About this task: Your answer must be the lines from the start of the records through the line with "M173,460L175,537L123,538L120,462Z", exactly as written, without the pictures.

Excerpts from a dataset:
________
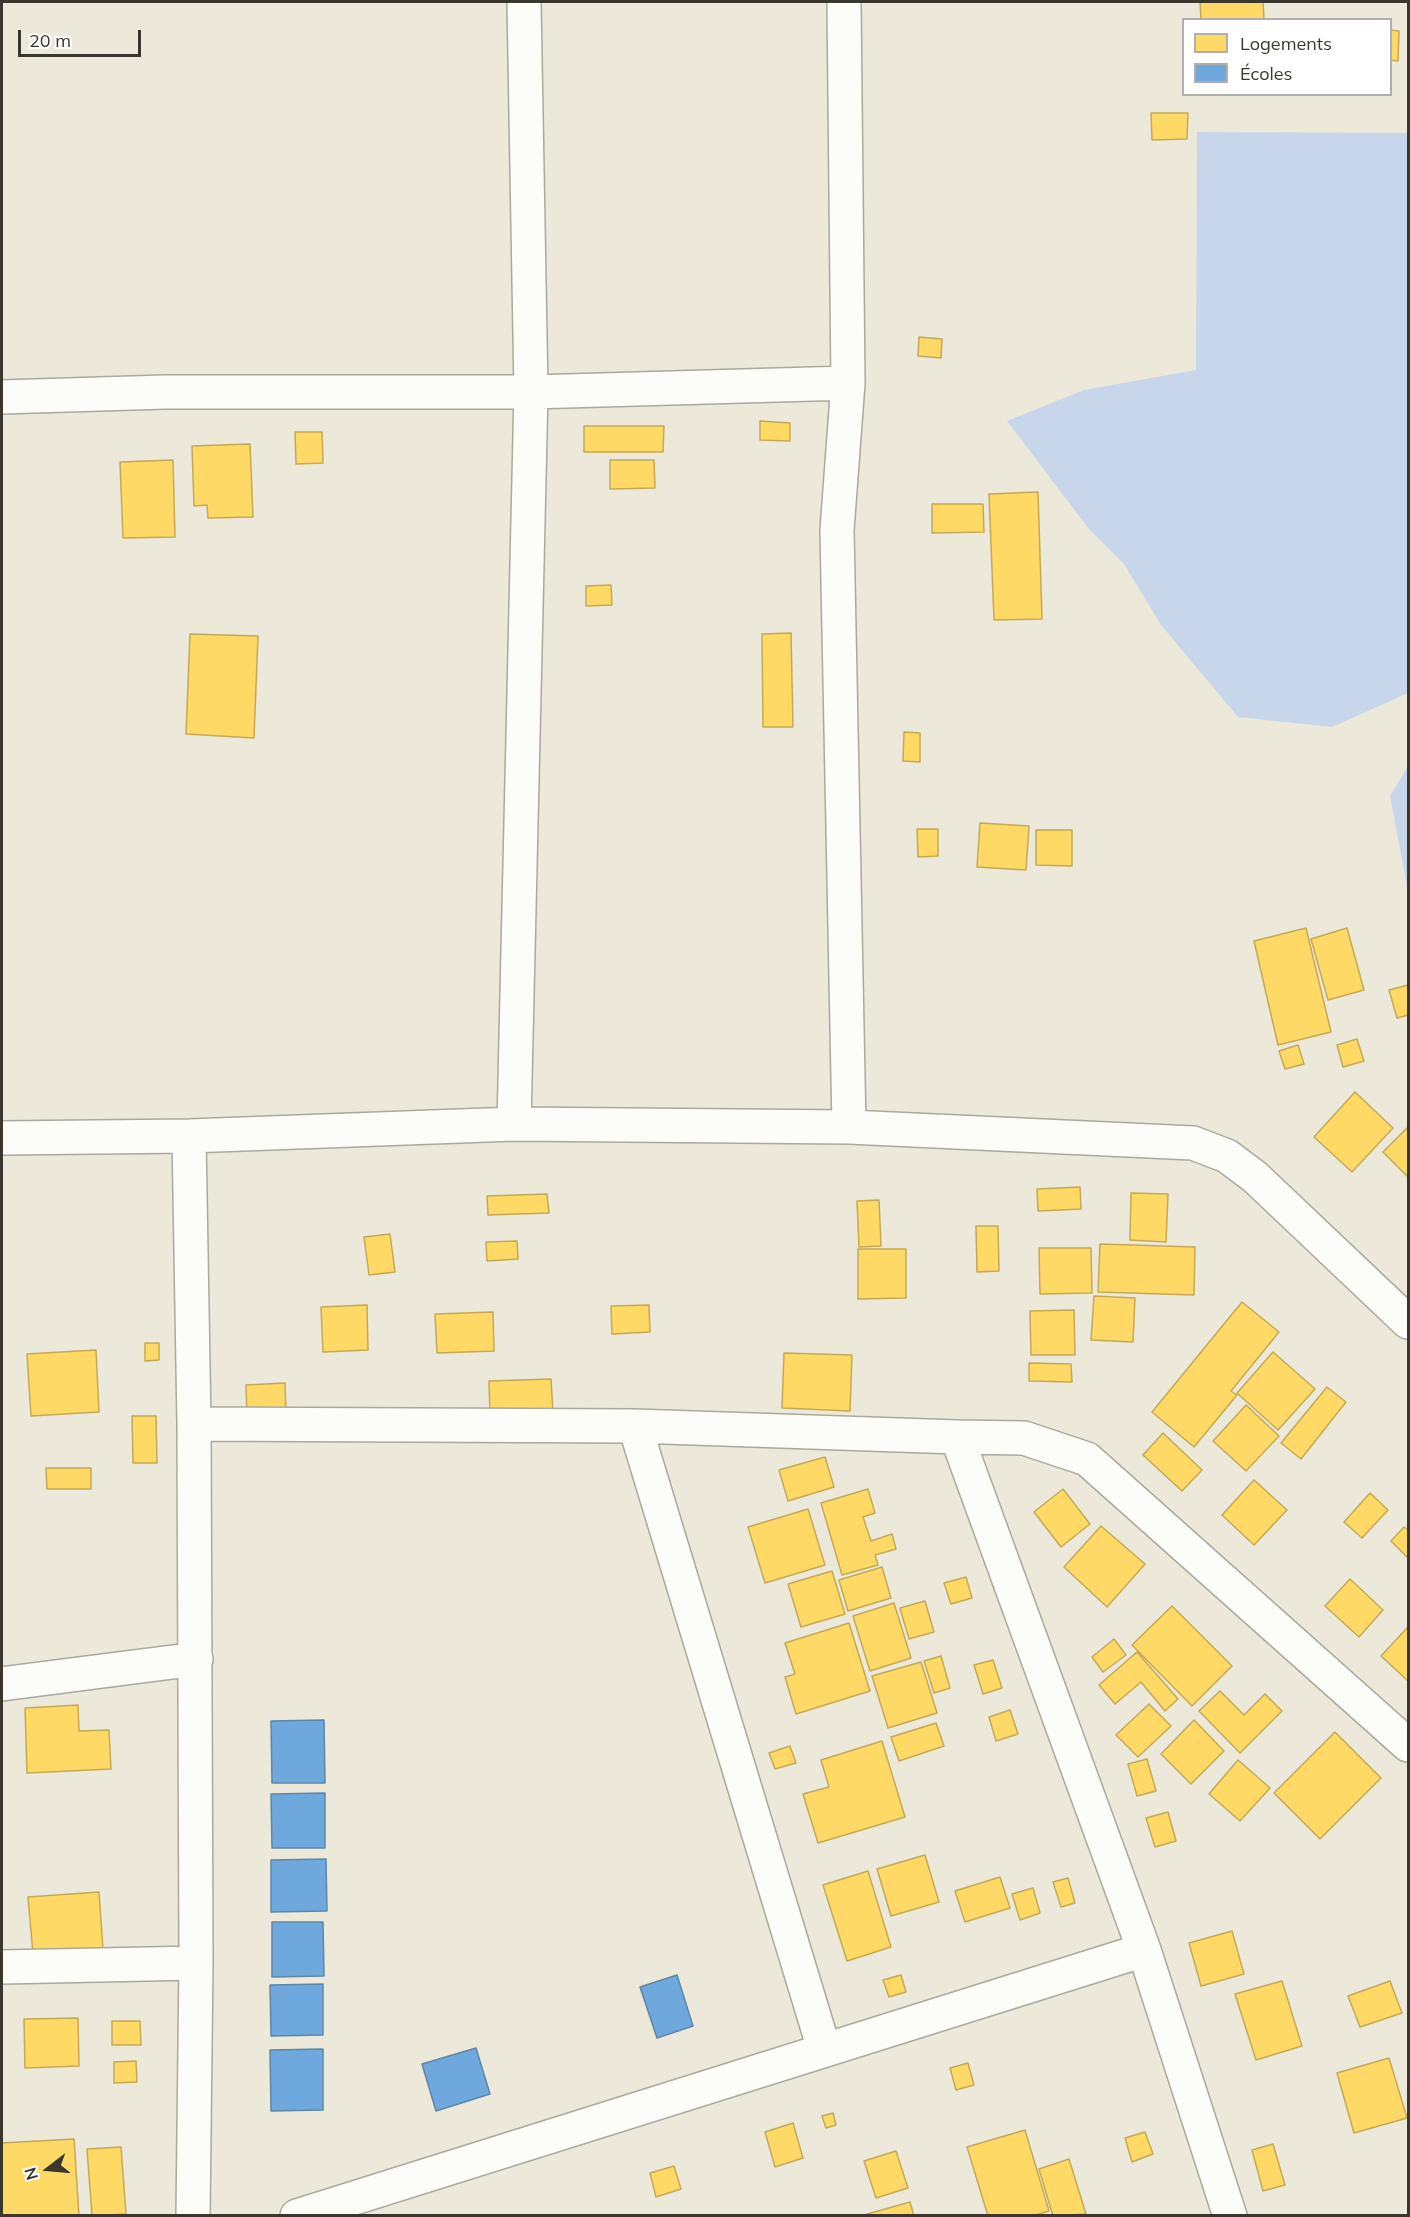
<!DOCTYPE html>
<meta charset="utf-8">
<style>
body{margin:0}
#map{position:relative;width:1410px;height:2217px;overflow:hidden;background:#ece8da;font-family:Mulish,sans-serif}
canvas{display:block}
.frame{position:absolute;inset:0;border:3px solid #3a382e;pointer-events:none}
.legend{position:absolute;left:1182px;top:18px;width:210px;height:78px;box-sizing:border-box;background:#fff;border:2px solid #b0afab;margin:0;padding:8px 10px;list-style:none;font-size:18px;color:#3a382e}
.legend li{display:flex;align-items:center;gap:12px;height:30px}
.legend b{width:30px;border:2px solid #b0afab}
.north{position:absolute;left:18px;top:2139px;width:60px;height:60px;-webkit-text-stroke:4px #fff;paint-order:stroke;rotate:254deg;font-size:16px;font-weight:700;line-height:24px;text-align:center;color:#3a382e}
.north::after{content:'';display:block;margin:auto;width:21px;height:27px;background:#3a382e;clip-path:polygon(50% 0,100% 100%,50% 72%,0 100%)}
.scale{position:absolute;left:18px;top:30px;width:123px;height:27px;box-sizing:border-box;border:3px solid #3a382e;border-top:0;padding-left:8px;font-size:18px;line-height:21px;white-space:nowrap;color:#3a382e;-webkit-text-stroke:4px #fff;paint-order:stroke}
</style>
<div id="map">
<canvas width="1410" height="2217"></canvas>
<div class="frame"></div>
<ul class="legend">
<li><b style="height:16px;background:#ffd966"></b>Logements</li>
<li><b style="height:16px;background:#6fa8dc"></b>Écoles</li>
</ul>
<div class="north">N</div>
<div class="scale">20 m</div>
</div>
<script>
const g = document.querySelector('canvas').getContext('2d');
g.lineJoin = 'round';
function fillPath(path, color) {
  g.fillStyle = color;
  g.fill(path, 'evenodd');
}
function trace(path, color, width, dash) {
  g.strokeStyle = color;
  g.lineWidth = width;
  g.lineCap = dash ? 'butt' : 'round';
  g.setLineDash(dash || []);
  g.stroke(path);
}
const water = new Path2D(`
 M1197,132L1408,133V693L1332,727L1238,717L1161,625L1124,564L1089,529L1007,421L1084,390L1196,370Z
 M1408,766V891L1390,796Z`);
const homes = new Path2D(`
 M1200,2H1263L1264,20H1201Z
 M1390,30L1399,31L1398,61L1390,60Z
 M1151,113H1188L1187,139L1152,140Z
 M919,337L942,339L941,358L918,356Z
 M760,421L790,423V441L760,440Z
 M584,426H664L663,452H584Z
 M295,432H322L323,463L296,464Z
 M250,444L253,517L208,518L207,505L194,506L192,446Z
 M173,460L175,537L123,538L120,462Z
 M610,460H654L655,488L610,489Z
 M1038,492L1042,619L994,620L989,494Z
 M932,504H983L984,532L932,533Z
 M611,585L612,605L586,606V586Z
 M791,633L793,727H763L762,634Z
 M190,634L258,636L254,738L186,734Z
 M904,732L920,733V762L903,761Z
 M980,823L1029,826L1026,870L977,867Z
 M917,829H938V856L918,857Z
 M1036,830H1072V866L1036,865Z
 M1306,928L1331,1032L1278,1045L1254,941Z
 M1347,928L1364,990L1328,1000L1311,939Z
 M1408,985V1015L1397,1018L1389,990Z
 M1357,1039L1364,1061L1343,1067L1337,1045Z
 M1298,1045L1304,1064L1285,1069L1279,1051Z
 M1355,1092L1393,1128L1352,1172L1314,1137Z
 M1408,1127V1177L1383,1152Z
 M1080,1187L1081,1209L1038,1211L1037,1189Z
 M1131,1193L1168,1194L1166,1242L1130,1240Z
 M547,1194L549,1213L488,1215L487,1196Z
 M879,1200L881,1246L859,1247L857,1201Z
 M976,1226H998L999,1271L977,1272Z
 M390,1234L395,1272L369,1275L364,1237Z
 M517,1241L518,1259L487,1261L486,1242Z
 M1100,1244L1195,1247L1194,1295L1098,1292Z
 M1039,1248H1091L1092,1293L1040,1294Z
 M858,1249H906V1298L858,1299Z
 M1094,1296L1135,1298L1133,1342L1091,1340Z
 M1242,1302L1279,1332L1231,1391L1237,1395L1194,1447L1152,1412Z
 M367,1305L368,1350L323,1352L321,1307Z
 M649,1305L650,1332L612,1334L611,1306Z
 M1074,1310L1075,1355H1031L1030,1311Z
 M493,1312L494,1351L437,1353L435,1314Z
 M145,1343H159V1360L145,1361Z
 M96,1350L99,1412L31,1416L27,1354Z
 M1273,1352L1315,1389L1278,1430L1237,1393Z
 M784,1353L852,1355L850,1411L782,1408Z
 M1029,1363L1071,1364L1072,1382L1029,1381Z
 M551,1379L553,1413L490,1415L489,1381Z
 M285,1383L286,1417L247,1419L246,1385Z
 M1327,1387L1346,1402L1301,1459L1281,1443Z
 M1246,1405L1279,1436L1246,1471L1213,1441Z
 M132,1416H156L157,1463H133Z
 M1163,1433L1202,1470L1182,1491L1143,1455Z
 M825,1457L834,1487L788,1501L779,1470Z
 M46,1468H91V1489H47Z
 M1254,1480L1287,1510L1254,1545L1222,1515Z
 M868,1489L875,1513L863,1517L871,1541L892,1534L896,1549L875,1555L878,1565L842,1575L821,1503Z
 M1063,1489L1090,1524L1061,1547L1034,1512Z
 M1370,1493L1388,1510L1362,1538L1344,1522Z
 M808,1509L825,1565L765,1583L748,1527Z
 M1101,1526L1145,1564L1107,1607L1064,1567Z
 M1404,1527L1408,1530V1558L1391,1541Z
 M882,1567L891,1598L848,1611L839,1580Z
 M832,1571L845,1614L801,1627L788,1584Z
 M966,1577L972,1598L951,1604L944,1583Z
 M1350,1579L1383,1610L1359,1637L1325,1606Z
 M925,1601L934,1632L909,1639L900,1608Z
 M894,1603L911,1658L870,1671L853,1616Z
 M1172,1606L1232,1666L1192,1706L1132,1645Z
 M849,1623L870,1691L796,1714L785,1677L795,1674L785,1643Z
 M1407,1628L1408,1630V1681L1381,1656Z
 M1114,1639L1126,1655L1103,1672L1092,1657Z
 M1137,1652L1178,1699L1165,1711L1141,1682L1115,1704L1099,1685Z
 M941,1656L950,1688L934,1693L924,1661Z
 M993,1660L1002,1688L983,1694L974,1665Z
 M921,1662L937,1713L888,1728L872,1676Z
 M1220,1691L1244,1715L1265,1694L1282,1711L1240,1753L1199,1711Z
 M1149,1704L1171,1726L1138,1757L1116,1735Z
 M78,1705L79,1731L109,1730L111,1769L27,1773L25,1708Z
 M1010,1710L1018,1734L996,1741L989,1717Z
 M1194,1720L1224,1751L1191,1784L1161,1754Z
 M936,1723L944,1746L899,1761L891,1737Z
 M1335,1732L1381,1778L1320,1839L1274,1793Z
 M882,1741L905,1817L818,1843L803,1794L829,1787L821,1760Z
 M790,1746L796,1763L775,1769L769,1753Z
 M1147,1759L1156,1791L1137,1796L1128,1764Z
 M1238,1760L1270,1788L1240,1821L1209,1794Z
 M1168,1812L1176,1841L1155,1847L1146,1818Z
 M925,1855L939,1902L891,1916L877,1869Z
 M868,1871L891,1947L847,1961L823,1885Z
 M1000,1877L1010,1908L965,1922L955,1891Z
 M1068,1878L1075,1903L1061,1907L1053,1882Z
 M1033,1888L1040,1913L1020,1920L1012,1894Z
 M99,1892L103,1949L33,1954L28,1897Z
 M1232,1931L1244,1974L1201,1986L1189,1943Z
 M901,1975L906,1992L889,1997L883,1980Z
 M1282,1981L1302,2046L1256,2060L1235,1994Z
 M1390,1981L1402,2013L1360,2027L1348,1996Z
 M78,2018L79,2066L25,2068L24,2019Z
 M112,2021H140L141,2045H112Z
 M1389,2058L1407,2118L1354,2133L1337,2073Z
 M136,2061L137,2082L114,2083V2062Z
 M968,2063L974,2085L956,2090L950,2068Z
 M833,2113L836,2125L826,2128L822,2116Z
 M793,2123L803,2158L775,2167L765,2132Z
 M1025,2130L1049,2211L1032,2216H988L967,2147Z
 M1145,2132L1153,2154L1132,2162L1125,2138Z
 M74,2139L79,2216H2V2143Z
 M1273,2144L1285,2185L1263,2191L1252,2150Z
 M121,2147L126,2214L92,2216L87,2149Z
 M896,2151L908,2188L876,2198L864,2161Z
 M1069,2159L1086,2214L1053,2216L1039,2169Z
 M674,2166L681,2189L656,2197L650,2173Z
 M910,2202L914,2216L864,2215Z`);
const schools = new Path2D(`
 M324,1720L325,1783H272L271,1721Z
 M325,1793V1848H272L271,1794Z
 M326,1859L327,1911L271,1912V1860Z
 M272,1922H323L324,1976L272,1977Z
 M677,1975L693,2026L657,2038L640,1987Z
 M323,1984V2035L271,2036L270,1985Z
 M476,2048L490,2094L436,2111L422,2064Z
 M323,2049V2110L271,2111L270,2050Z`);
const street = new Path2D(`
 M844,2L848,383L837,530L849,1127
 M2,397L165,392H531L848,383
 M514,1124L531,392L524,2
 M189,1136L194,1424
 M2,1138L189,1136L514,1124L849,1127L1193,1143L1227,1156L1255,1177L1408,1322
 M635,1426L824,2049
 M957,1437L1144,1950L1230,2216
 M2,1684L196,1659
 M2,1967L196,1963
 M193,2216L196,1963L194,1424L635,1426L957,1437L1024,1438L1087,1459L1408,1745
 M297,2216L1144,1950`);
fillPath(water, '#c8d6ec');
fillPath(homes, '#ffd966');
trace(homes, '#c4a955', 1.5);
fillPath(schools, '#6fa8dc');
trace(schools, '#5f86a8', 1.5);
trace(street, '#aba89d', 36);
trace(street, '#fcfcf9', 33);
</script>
________
Result for this task:
<!DOCTYPE html>
<meta charset="utf-8">
<style>
body{margin:0}
#map{position:relative;width:1410px;height:2217px;overflow:hidden;background:#ece8da;font-family:Mulish,sans-serif}
canvas{display:block}
.frame{position:absolute;inset:0;border:3px solid #3a382e;pointer-events:none}
.legend{position:absolute;left:1182px;top:18px;width:210px;height:78px;box-sizing:border-box;background:#fff;border:2px solid #b0afab;margin:0;padding:8px 10px;list-style:none;font-size:18px;color:#3a382e}
.legend li{display:flex;align-items:center;gap:12px;height:30px}
.legend b{width:30px;border:2px solid #b0afab}
.north{position:absolute;left:18px;top:2139px;width:60px;height:60px;-webkit-text-stroke:4px #fff;paint-order:stroke;rotate:254deg;font-size:16px;font-weight:700;line-height:24px;text-align:center;color:#3a382e}
.north::after{content:'';display:block;margin:auto;width:21px;height:27px;background:#3a382e;clip-path:polygon(50% 0,100% 100%,50% 72%,0 100%)}
.scale{position:absolute;left:18px;top:30px;width:123px;height:27px;box-sizing:border-box;border:3px solid #3a382e;border-top:0;padding-left:8px;font-size:18px;line-height:21px;white-space:nowrap;color:#3a382e;-webkit-text-stroke:4px #fff;paint-order:stroke}
</style>
<div id="map">
<canvas width="1410" height="2217"></canvas>
<div class="frame"></div>
<ul class="legend">
<li><b style="height:16px;background:#ffd966"></b>Logements</li>
<li><b style="height:16px;background:#6fa8dc"></b>Écoles</li>
</ul>
<div class="north">N</div>
<div class="scale">20 m</div>
</div>
<script>
const g = document.querySelector('canvas').getContext('2d');
g.lineJoin = 'round';
function fillPath(path, color) {
  g.fillStyle = color;
  g.fill(path, 'evenodd');
}
function trace(path, color, width, dash) {
  g.strokeStyle = color;
  g.lineWidth = width;
  g.lineCap = dash ? 'butt' : 'round';
  g.setLineDash(dash || []);
  g.stroke(path);
}
const water = new Path2D(`
 M1197,132L1408,133V693L1332,727L1238,717L1161,625L1124,564L1089,529L1007,421L1084,390L1196,370Z
 M1408,766V891L1390,796Z`);
const homes = new Path2D(`
 M1200,2H1263L1264,20H1201Z
 M1390,30L1399,31L1398,61L1390,60Z
 M1151,113H1188L1187,139L1152,140Z
 M919,337L942,339L941,358L918,356Z
 M760,421L790,423V441L760,440Z
 M584,426H664L663,452H584Z
 M295,432H322L323,463L296,464Z
 M250,444L253,517L208,518L207,505L194,506L192,446Z
 M173,460L175,537L123,538L120,462Z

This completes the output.